=== Assignment ===
Only the lines below starting at the one containing "thumb mcp: (519, 417)" and ending at the one containing "ring dip: (651, 383)" belong in the answer, each copied exactly.

=== Data for this exercise ===
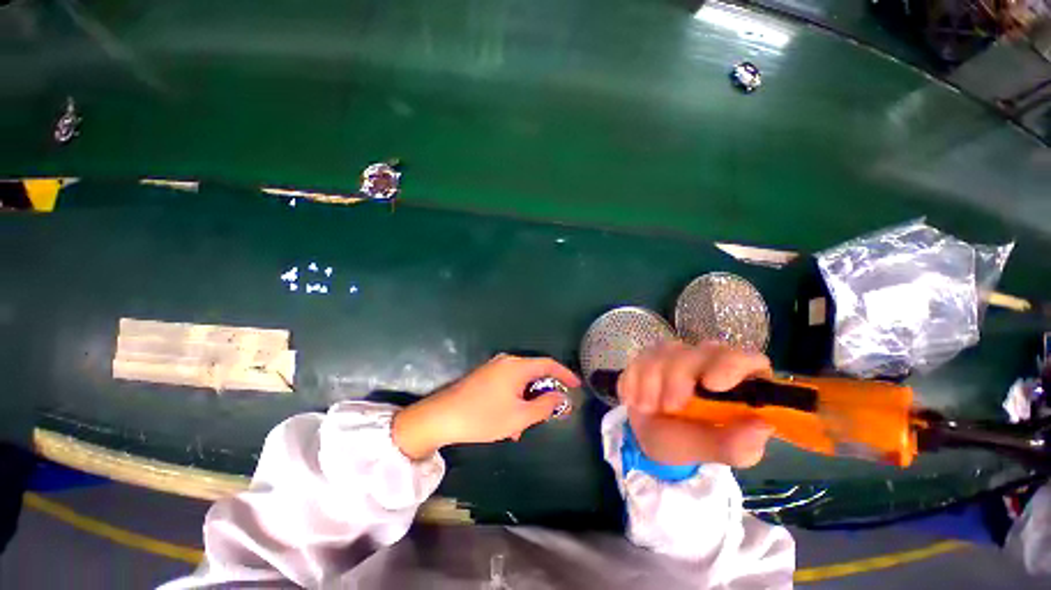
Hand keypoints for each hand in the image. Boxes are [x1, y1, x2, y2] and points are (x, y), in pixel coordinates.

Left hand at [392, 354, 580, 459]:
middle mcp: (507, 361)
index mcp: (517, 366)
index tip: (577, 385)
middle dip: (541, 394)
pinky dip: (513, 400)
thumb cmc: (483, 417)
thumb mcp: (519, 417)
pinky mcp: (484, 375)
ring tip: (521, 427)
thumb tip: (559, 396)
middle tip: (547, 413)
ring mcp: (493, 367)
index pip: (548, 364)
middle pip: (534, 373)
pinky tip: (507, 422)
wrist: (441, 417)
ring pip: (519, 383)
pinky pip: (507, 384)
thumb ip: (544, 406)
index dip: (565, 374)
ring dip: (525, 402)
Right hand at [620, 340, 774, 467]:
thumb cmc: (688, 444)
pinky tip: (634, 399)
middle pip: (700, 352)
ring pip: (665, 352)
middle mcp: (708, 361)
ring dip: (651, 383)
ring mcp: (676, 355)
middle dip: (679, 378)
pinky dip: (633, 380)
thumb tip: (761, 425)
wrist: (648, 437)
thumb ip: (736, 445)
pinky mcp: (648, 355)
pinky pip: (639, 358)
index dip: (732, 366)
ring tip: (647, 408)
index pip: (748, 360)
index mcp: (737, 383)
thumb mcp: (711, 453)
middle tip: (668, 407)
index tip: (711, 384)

=== Answer for the task ===
thumb mcp: (519, 417)
pinky mcp: (484, 375)
ring tip: (521, 427)
thumb tip: (559, 396)
middle tip: (547, 413)
ring mcp: (493, 367)
index pip: (548, 364)
middle pip: (534, 373)
pinky tip: (507, 422)
wrist: (441, 417)
ring pip: (519, 383)
pinky pip: (507, 384)
thumb ip: (544, 406)
index dip: (565, 374)
ring dip: (525, 402)
Right hand at [620, 340, 774, 467]:
thumb cmc: (688, 444)
pinky tip: (634, 399)
middle pip: (700, 352)
ring pip: (665, 352)
middle mcp: (708, 361)
ring dip: (651, 383)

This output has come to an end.